▸ **WORK REQUIRED**: Go through the entries below and retype them exactly, omitting each picture.

Collected data entries
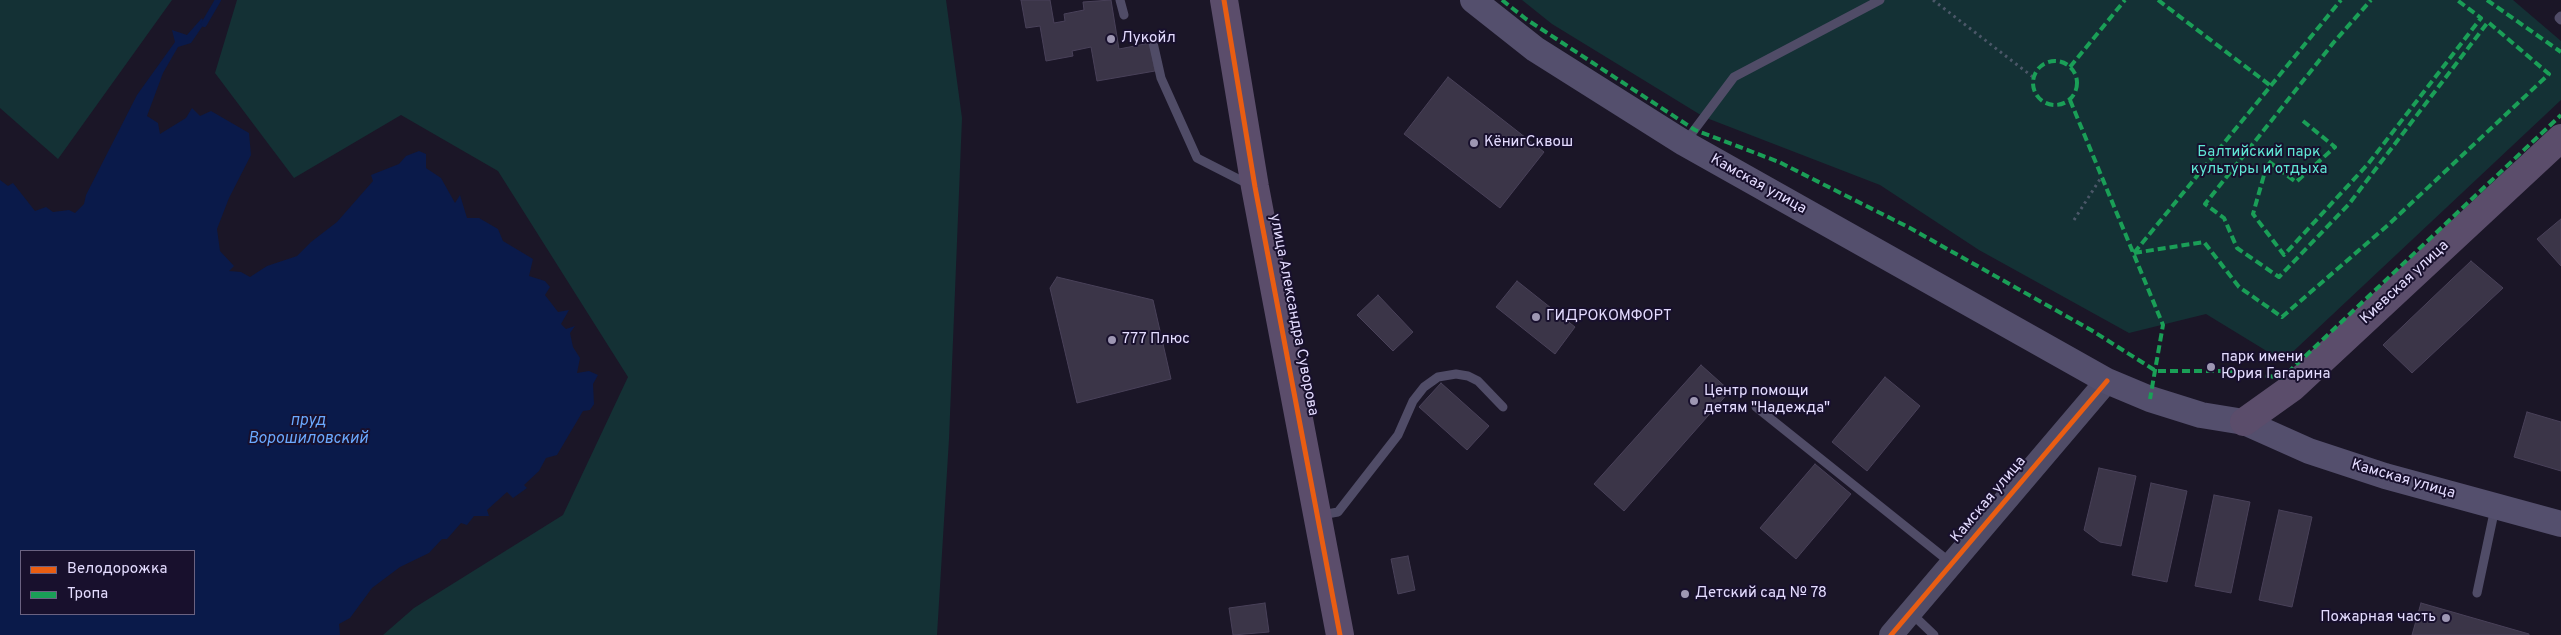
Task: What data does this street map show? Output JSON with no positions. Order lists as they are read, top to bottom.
{
  "streets": {
    "main road": ["Камская улица", "Киевская улица", "улица Александра Суворова"]
  },
  "crossings": [
    ["Камская улица", "Киевская улица"]
  ],
  "water": ["пруд Ворошиловский"],
  "parks": ["Балтийский парк культуры и отдыха"],
  "places": [
    "Лукойл",
    "КёнигСквош",
    "ГИДРОКОМФОРТ",
    "777 Плюс",
    "парк имени Юрия Гагарина",
    "Центр помощи детям \"Надежда\"",
    "Детский сад № 78",
    "Пожарная часть"
  ],
  "legend": ["Велодорожка", "Тропа"]
}
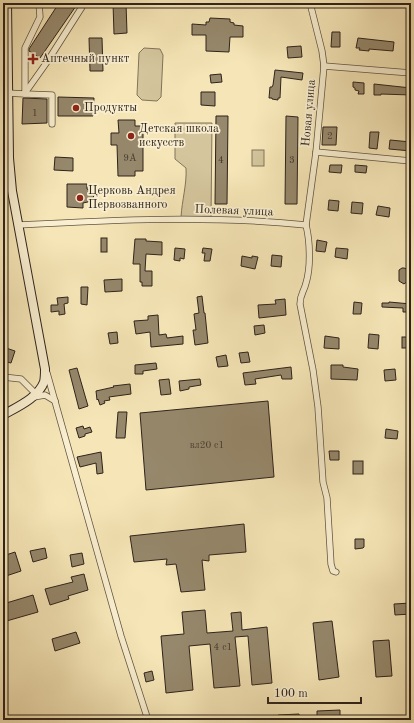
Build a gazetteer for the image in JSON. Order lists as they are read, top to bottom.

▸ **SOLVED EXERCISE**:
Task: What data does this street map show? Output JSON with no positions. Order lists as they are read, top to bottom.
{
  "streets": {
    "main road": ["Камская улица", "Киевская улица", "улица Александра Суворова"]
  },
  "crossings": [
    ["Камская улица", "Киевская улица"]
  ],
  "water": ["пруд Ворошиловский"],
  "parks": ["Балтийский парк культуры и отдыха"],
  "places": [
    "Лукойл",
    "КёнигСквош",
    "ГИДРОКОМФОРТ",
    "777 Плюс",
    "парк имени Юрия Гагарина",
    "Центр помощи детям \"Надежда\"",
    "Детский сад № 78",
    "Пожарная часть"
  ],
  "legend": ["Велодорожка", "Тропа"]
}
Build a gazetteer for the image in JSON. Order lists as they are read, top to bottom.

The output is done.